Problem to work on —
Can you print every record below exactly as written?

Stored data:
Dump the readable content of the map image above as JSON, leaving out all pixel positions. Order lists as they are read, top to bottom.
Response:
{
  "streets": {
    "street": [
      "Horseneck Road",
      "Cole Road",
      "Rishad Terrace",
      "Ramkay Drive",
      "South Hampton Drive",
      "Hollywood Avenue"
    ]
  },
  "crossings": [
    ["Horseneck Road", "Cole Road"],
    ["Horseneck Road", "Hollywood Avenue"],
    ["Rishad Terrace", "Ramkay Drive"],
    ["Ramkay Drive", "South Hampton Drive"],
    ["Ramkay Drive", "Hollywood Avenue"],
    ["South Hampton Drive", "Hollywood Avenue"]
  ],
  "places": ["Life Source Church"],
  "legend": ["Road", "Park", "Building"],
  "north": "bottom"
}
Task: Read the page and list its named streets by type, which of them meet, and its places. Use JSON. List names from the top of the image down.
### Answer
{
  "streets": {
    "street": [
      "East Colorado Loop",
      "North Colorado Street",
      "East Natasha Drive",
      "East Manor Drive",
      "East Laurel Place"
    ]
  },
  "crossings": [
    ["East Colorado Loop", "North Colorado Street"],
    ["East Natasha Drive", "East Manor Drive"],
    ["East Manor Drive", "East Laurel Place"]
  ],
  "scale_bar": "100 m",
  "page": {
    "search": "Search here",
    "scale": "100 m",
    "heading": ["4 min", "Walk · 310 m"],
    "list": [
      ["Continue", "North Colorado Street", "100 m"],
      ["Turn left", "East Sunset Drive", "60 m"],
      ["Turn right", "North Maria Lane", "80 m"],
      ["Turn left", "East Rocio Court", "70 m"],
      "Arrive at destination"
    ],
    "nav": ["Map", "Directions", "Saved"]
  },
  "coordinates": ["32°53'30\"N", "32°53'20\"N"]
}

Answer to this exercise —
Dump the readable content of the map image above as JSON, leaving out all pixel positions. Order lists as they are read, top to bottom.
Response:
{
  "streets": {
    "street": [
      "Horseneck Road",
      "Cole Road",
      "Rishad Terrace",
      "Ramkay Drive",
      "South Hampton Drive",
      "Hollywood Avenue"
    ]
  },
  "crossings": [
    ["Horseneck Road", "Cole Road"],
    ["Horseneck Road", "Hollywood Avenue"],
    ["Rishad Terrace", "Ramkay Drive"],
    ["Ramkay Drive", "South Hampton Drive"],
    ["Ramkay Drive", "Hollywood Avenue"],
    ["South Hampton Drive", "Hollywood Avenue"]
  ],
  "places": ["Life Source Church"],
  "legend": ["Road", "Park", "Building"],
  "north": "bottom"
}
Task: Read the page and list its named streets by type, which of them meet, and its places. Use JSON. List names from the top of the image down.
### Answer
{
  "streets": {
    "street": [
      "East Colorado Loop",
      "North Colorado Street",
      "East Natasha Drive",
      "East Manor Drive",
      "East Laurel Place"
    ]
  },
  "crossings": [
    ["East Colorado Loop", "North Colorado Street"],
    ["East Natasha Drive", "East Manor Drive"],
    ["East Manor Drive", "East Laurel Place"]
  ],
  "scale_bar": "100 m",
  "page": {
    "search": "Search here",
    "scale": "100 m",
    "heading": ["4 min", "Walk · 310 m"],
    "list": [
      ["Continue", "North Colorado Street", "100 m"],
      ["Turn left", "East Sunset Drive", "60 m"],
      ["Turn right", "North Maria Lane", "80 m"],
      ["Turn left", "East Rocio Court", "70 m"],
      "Arrive at destination"
    ],
    "nav": ["Map", "Directions", "Saved"]
  },
  "coordinates": ["32°53'30\"N", "32°53'20\"N"]
}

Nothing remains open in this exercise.